Simulated Controller Input

Controller read tests need actual button presses. The --input parameter schedules timed button events:

--input "A:2.0,B:4.0,Select:6.0,Start:8.0,Up:10.0,Down:12.0,Left:14.0,Right:16.0"

Each button is pressed at the specified time (seconds) and held for 10 frames (~166ms). This lets tests like read_joy3/test_buttons verify that all 8 buttons are correctly detected in sequence.

Screenshot Capture

The final frame of each test is captured as a 256x240 PNG, then converted to lossless WebP (typically 60-80% smaller). Screenshots serve as visual evidence — many test ROMs display their results on screen as text, showing exactly what passed or failed.

Timeout Safety

Each ROM has a configurable --max-wait timeout (default 30 seconds, 120 for longer tests).
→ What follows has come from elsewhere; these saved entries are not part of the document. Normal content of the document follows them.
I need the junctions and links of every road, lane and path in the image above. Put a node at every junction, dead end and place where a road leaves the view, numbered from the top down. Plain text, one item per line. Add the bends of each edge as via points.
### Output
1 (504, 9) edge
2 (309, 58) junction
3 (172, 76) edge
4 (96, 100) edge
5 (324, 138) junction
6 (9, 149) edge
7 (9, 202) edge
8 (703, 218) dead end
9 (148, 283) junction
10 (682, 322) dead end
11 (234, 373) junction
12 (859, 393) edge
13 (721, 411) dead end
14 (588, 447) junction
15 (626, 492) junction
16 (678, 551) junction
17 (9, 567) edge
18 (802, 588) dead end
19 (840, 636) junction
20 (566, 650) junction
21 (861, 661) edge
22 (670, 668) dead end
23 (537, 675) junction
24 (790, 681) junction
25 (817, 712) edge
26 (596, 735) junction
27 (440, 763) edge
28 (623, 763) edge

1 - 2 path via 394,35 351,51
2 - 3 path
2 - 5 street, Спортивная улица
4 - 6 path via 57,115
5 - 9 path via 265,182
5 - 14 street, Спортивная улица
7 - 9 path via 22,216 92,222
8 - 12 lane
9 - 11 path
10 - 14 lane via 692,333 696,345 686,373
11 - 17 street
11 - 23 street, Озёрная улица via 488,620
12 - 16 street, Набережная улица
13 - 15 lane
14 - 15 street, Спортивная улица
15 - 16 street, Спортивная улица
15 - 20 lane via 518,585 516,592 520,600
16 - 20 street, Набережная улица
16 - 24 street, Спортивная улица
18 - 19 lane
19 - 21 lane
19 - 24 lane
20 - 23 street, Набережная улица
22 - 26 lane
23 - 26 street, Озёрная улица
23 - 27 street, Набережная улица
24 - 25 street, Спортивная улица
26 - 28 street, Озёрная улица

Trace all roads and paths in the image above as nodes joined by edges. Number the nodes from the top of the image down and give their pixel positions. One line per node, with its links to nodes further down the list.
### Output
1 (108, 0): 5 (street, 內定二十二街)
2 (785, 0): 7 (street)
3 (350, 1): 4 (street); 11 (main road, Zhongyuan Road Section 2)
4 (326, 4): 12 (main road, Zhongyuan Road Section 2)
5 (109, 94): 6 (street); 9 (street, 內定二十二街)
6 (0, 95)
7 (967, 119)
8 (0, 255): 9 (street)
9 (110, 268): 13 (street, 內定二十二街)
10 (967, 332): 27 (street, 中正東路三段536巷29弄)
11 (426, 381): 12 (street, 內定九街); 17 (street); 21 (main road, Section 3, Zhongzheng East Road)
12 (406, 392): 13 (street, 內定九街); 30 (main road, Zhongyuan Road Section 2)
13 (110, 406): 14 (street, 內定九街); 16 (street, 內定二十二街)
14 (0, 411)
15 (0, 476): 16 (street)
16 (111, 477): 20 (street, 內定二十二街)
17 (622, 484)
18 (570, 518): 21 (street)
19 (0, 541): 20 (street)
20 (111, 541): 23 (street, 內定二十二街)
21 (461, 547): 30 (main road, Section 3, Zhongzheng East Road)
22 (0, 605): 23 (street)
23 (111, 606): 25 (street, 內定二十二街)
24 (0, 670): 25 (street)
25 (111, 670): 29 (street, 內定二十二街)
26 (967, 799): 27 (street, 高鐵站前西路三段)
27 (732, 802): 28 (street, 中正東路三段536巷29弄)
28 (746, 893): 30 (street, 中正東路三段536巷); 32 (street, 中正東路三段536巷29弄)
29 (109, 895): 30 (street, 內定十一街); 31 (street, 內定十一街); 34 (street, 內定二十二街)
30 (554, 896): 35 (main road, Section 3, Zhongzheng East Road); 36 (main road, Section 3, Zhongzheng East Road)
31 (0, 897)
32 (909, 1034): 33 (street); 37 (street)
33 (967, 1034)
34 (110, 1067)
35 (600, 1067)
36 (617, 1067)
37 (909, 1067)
If a test ROM enters an infinite loop or hangs, the runner terminates it gracefully and reports the last known state.

6. Test Suite Coverage

4apu_mixer — Channel mixing
6apu_reset — APU power/reset
9apu_test — APU frame counter
11blargg_apu_2005 — APU timing
2blargg_cpu_test5 — CPU instructions
5blargg_ppu_tests — PPU basics
3branch_timing — Branch cycle count
1cpu_dummy_reads — Dummy read cycles
2cpu_dummy_writes — Dummy write cycles
2cpu_exec_space — Execution from I/O
6cpu_interrupts_v2 — NMI/IRQ interaction
2cpu_reset — CPU reset behavior
1cpu_timing_test6 — Instruction timing
5dmc_dma_during_read — DMC DMA conflicts
5instr_misc — Misc instruction tests
17instr_test-v3 — All 6502 instructions
18instr_test-v5 — All 6502 instructions (v5)
3instr_timing — Instruction cycle timing
6mmc3_irq_tests — MMC3 IRQ counter
6mmc3_test — MMC3 behavior
6mmc3_test_2 — MMC3 behavior (v2)
11nes_instr_test — CPU instructions (alt)
1oam_read — OAM read behavior
1ppu_open_bus — PPU open bus
1ppu_read_buffer — PPU read buffer
11ppu_vbl_nmi — VBlank/NMI timing
4read_joy3 — Controller reading
2sprdma_and_dmc_dma — DMA conflicts
11sprite_hit_tests — Sprite 0 hit
5sprite_overflow — Sprite overflow
7vbl_nmi_timing — VBL/NMI timing

7. Command-Line Interface

The headless test runner is invoked directly via the emulator executable:

AprNes.exe --rom <file.nes> [options]
OptionDescription
--rom <path>ROM file to load (required)
--wait-resultMonitor $6000 / screen for test result
--max-wait <sec>Timeout in seconds (default: 30)
--time <sec>Run for exactly N seconds, then stop
--screenshot <path>Save final frame as PNG
--log <path>Write result line to file
--soft-reset <sec>Trigger soft reset at N seconds
--input <spec>Schedule button presses (e.g. "A:2.0,B:4.0")
--debug-log <path>Write CPU trace log

Exit codes: 0 = pass, 1-127 = fail (test error code), 255 = timeout/no result.